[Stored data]
-=-=-

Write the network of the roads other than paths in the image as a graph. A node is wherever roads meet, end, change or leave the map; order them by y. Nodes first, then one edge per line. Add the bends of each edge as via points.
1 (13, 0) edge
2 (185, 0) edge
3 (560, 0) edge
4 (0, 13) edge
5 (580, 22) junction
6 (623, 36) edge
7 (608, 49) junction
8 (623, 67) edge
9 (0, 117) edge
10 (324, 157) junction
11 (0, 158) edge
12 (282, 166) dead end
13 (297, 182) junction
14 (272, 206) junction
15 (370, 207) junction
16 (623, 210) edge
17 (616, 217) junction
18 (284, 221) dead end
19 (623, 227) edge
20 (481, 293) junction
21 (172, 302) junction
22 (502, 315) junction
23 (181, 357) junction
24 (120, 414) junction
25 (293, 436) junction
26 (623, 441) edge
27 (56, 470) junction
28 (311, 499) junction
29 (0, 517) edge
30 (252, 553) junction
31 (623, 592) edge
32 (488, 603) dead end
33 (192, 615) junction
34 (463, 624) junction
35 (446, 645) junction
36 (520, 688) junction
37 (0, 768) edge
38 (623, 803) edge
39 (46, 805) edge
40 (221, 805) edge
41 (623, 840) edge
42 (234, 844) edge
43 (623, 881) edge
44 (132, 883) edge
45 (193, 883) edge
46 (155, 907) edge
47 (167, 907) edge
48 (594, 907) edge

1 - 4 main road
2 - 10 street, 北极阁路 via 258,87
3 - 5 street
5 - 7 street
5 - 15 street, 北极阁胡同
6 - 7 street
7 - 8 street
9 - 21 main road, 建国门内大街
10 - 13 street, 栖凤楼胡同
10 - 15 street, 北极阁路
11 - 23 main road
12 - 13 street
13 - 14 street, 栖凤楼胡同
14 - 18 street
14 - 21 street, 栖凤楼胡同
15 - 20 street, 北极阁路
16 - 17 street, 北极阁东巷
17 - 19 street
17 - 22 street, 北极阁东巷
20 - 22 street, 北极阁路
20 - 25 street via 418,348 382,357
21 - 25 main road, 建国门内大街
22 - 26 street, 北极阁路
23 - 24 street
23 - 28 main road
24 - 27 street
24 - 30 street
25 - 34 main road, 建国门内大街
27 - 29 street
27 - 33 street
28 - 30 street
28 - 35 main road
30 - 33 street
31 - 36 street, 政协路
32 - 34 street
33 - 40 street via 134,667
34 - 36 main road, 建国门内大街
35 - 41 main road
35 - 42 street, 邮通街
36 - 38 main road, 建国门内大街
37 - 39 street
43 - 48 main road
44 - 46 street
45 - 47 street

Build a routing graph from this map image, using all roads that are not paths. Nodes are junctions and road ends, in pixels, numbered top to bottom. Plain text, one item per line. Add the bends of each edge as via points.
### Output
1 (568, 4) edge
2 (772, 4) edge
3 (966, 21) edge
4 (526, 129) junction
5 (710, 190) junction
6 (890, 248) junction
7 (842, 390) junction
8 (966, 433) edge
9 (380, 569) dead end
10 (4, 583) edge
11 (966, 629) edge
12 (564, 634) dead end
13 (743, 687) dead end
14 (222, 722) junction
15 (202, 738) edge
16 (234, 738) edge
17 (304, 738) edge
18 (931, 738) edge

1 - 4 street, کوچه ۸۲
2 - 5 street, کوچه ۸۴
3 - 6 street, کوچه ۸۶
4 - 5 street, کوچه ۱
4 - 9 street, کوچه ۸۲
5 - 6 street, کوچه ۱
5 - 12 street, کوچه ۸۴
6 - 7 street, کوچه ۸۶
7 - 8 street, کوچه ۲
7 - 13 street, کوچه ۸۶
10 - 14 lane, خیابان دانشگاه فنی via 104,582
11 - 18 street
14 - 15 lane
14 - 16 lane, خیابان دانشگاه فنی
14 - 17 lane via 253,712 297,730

-=-=-

→ **Task brief**: Check the lines above and copy each one that includes "bends".

→ **Result**:
Write the network of the roads other than paths in the image as a graph. A node is wherever roads meet, end, change or leave the map; order them by y. Nodes first, then one edge per line. Add the bends of each edge as via points.
Build a routing graph from this map image, using all roads that are not paths. Nodes are junctions and road ends, in pixels, numbered top to bottom. Plain text, one item per line. Add the bends of each edge as via points.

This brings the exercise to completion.